The extent of the COVID-19 impact on office usage remains to be seen, but we forecast the impact to be more gradual but prolonged. Office REITs entered the pandemic with relatively good operating metrics, having low vacancy rates and steady rent growth, while long-term leases and staggered lease maturity schedules should help mitigate the impact of a shrinking office footprint.

On the other hand, job growth could help mitigate the impact of remote working, particularly in the tech sector and life science sectors as these companies look to expand their office space to accommodate growth.

We maintain a negative ratings bias for office REITs with over 20% of ratings having negative outlooks. Rating activity for rated REITs with meaningful exposure to the New York City markets has been decidedly negative. We lowered the ratings on Vornado Realty to 'BBB-' from 'BBB' and revised the outlook on SL Green to negative in March.

Chart 5

image

Chart 6

image

Unlike retail REITs, tenant quality remains steady as office REITs' tenants are generally well capitalized and diversified across a multitude of industries (technology, health care, financial services, etc.). The top few tenants for office REITs usually account for less than 12% of annualized revenue and have predominantly investment-grade ratings. A larger proportion of tenants is under distress in the retail segment. Public REITs own above-average assets (mostly class A) that should outperform the overall market in a downturn and also recover quicker.

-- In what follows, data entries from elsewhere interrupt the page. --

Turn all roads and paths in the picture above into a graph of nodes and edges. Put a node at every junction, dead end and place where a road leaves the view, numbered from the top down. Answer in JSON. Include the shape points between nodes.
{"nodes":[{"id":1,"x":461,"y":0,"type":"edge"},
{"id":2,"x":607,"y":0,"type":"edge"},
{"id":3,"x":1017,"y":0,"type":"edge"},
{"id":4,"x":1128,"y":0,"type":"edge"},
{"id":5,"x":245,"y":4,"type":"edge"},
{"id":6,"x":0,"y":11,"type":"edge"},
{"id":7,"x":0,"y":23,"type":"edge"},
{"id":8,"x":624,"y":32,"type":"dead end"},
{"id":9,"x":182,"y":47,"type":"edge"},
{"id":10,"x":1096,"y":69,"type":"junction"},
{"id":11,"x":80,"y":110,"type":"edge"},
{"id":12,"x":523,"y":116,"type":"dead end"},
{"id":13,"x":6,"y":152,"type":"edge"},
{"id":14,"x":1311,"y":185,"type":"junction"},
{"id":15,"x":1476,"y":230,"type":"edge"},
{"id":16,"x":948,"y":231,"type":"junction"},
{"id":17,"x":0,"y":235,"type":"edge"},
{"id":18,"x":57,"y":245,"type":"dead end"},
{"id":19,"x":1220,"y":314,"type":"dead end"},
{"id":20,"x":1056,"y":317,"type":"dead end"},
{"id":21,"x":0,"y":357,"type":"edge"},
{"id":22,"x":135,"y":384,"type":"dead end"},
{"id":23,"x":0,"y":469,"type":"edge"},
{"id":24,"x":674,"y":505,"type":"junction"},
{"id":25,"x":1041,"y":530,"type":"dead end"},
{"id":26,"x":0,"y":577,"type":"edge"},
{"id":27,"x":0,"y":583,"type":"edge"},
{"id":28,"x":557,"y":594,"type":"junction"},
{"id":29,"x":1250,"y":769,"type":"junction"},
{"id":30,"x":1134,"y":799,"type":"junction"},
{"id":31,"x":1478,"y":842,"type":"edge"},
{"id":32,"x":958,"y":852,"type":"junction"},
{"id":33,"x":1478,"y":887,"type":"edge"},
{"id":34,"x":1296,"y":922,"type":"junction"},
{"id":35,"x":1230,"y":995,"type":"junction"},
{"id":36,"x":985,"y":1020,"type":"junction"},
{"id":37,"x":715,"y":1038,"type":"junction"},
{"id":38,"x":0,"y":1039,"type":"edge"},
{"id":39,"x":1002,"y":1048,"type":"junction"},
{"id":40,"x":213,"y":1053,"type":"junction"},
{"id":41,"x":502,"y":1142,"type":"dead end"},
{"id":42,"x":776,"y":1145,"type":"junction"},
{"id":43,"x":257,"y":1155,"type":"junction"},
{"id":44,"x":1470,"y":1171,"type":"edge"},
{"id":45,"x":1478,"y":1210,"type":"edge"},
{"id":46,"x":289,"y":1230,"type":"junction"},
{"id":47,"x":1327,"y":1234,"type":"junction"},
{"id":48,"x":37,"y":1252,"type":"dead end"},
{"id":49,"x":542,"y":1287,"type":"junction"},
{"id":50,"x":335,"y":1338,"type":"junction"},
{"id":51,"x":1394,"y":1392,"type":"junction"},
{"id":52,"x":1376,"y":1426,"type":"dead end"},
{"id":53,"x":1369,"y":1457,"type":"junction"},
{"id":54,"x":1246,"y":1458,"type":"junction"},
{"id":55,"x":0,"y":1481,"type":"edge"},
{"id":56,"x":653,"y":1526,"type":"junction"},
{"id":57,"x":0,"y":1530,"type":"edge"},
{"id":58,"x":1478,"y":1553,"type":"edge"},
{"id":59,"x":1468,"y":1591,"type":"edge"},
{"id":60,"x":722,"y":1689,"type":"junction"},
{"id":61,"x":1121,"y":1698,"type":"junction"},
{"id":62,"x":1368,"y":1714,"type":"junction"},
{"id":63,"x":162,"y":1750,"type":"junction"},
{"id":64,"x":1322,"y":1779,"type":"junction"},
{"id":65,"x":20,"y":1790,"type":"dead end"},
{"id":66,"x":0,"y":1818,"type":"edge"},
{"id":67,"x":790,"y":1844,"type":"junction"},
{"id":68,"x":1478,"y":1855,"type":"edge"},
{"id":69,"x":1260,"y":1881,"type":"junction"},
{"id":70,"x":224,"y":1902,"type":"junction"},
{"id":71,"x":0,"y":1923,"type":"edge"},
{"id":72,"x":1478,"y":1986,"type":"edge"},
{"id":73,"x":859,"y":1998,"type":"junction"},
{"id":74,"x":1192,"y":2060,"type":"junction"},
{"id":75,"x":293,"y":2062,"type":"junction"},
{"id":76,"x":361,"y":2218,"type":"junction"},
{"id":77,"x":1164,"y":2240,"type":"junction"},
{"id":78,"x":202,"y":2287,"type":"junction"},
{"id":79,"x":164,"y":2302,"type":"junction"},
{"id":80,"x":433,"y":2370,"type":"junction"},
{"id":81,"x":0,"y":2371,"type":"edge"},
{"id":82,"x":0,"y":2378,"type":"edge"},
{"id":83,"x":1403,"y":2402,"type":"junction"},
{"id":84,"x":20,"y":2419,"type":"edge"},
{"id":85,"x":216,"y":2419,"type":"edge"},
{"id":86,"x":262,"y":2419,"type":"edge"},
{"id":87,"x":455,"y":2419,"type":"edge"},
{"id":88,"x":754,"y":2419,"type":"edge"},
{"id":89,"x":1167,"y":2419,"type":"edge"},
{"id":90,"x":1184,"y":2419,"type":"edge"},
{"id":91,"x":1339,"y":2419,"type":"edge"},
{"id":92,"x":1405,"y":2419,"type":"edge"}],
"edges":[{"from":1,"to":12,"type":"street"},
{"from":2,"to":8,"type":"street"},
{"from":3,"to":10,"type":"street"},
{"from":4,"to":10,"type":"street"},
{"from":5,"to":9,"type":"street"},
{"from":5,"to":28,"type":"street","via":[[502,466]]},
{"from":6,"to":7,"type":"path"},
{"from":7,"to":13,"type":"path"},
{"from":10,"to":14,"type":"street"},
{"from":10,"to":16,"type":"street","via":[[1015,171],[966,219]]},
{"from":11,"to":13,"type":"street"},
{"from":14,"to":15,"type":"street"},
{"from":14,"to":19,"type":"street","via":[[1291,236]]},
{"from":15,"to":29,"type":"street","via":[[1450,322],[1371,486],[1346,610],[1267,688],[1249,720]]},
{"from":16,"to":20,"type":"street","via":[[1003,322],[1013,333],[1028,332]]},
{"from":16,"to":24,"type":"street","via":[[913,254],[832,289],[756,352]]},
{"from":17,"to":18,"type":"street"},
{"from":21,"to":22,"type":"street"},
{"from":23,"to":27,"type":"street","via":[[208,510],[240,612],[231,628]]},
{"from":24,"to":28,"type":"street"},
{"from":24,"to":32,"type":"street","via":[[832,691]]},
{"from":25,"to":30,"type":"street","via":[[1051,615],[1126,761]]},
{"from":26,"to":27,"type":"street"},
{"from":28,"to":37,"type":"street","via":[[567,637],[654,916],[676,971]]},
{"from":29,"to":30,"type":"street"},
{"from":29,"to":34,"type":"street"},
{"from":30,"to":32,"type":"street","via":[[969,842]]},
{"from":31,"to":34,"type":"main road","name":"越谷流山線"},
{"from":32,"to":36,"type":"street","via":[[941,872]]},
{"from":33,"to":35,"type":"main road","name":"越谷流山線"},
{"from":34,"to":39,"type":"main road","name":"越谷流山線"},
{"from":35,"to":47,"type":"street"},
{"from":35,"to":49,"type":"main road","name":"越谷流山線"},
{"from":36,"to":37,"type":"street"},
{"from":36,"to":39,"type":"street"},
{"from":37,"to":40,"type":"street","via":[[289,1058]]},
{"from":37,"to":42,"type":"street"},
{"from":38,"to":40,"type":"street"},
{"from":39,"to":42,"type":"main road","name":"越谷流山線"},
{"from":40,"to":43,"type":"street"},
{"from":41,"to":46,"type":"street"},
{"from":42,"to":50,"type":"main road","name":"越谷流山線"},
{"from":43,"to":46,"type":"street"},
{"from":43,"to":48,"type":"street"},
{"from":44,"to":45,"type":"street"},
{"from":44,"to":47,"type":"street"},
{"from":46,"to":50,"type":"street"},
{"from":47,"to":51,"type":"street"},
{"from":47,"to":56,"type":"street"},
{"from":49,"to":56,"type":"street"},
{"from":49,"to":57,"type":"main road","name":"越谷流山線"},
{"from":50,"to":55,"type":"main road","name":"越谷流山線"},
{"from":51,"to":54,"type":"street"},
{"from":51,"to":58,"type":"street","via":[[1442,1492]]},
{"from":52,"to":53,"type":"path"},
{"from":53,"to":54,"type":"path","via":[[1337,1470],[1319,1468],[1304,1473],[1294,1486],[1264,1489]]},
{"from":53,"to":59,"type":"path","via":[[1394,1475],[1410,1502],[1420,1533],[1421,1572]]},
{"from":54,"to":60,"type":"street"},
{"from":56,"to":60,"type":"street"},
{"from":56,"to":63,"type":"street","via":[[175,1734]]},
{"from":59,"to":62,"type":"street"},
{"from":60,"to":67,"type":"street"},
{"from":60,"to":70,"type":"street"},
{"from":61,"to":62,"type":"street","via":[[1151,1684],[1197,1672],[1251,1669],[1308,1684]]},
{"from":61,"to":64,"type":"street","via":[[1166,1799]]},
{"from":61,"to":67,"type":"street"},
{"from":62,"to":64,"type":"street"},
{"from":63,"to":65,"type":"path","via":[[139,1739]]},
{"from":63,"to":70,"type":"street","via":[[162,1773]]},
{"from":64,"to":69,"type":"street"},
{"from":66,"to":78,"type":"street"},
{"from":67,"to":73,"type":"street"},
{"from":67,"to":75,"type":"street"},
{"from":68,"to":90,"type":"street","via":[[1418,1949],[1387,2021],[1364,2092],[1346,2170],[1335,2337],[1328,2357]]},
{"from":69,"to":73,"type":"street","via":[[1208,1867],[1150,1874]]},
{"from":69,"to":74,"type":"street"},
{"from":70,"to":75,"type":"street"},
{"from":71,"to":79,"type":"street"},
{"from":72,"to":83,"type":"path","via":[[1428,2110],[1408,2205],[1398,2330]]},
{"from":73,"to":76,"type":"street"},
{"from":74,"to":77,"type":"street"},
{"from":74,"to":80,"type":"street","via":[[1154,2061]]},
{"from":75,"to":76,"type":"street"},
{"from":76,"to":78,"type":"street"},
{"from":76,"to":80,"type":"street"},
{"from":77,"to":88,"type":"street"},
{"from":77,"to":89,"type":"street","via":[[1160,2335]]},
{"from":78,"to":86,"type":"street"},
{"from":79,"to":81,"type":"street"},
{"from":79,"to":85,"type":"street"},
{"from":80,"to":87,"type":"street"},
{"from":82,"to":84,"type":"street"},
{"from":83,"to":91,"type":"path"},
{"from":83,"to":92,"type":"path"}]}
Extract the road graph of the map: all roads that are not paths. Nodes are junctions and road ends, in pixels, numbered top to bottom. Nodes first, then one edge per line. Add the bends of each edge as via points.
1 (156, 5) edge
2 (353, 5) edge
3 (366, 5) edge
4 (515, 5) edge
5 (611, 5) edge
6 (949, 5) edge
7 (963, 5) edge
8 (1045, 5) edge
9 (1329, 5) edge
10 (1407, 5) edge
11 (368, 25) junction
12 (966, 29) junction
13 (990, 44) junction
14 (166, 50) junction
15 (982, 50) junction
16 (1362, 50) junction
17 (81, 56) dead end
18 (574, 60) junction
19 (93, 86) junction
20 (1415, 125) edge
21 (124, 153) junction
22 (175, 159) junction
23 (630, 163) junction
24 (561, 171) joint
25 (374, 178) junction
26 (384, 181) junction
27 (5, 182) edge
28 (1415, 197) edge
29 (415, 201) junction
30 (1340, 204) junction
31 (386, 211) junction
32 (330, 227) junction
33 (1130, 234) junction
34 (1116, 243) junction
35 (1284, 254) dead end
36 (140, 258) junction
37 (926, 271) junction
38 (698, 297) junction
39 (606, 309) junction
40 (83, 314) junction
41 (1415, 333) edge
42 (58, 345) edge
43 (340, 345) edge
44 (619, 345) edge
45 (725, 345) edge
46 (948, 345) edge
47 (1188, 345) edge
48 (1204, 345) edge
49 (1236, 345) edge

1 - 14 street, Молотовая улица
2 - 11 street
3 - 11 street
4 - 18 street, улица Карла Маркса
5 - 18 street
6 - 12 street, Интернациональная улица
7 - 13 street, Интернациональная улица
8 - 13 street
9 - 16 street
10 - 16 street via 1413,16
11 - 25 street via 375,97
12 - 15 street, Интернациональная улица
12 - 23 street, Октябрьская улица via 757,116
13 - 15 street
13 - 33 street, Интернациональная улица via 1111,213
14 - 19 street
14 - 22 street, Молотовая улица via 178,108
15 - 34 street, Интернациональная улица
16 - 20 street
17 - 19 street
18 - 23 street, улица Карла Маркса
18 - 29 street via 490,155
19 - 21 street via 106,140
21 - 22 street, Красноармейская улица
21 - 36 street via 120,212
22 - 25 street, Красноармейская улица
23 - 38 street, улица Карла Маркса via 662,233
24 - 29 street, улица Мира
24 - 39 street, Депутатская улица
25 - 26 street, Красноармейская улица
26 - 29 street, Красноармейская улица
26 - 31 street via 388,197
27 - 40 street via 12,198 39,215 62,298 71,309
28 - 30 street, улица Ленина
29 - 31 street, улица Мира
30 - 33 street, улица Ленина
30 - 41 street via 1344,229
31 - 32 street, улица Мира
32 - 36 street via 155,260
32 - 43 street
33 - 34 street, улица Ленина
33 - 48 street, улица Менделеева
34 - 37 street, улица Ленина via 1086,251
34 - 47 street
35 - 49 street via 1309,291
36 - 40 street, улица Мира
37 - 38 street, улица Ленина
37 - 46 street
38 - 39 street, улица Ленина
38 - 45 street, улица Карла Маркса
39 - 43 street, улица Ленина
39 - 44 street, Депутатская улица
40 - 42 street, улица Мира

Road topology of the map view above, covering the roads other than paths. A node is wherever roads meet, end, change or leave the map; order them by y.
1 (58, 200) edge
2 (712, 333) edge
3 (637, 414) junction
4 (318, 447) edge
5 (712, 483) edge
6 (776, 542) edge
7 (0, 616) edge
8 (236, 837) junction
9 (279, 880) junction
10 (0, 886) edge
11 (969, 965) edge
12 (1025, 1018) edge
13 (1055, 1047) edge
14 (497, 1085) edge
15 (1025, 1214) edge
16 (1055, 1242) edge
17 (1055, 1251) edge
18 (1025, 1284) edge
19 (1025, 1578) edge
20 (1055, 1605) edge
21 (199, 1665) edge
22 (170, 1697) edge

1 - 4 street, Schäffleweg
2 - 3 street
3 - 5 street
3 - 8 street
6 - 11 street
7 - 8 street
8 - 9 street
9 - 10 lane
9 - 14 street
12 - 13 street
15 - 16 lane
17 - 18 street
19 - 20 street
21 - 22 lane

EMEA: gateway markets may see a two-speed recovery

COVID-19 lockdowns sent many workers home to work remotely and its economic impact stressed most companies' capacity to pay their rents. We believe that demand for office space in Europe will weaken as companies may revisit their needs in the next two years. With remote working becoming more routine, cost cutting and the search for productivity gains should gather steam in response to the pandemic's economic fallout. The actual need for office space in the main European markets could be 15% lower than pre-pandemic levels and constrain leasing activity for the next two years. In 2020 leasing demand fell well below the five-year average in all major markets—Paris, London, Berlin, Madrid, and Barcelona, due to the pandemic direct effects (see chart 7), and we think market recovery could be only gradual and linger toward 2022.

Chart 7

image

Deliveries of new office buildings could push up vacancies in some markets. We believe office buildings to be delivered vacant in 2021 and 2022 could be hard to lease, given the slow recovery of the leasing market. Moreover, large deliveries of vacant spaces for let could threaten the absorption of existing supply in the main European cities. In our view, Paris, Stockholm, Frankfurt, and the West End of London are less exposed to that risk. But Bucharest, the City of London, and Warsaw could see higher vacancy levels, which were already high as of Dec. 31, 2020, because of the large numbers of deliveries due this year and next (see chart 8).

Chart 8

image

However, the solid performance of European office REITs last year dispelled some of the concern about the landlords' capacity to maintain rents and asset values. REITs we rate reported flat revenue growth on average and still rising office property values in 2020 (1%) despite some rise in vacancy rate (two percentage points). The few declines in rental income were all contained in the 0% to -5% range. Collection rates remained high (97% on average), with tenants showing limited financial stress, even at the peak of the lockdown, because of the companies' sound and diversified tenant bases. Unpaid rents and rent concessions have been very moderate despite long-lasting inertia on the leasing market. We do not yet observe a shortening of lease standards (between six to nine years) nor a large subleasing trend, rather modestly rising rent incentives and a slightly shorter remaining lease duration for REITs that we rate (2.4 months less on average) due to longer negotiations with tenants in 2020. We believe decreasing demand should only moderately pressure revenues for the companies that we rate, as less than 5% of their rental income in 2021 on average is not yet secured (extended or replaced). We do not expect any further rent concessions ahead of lease maturities.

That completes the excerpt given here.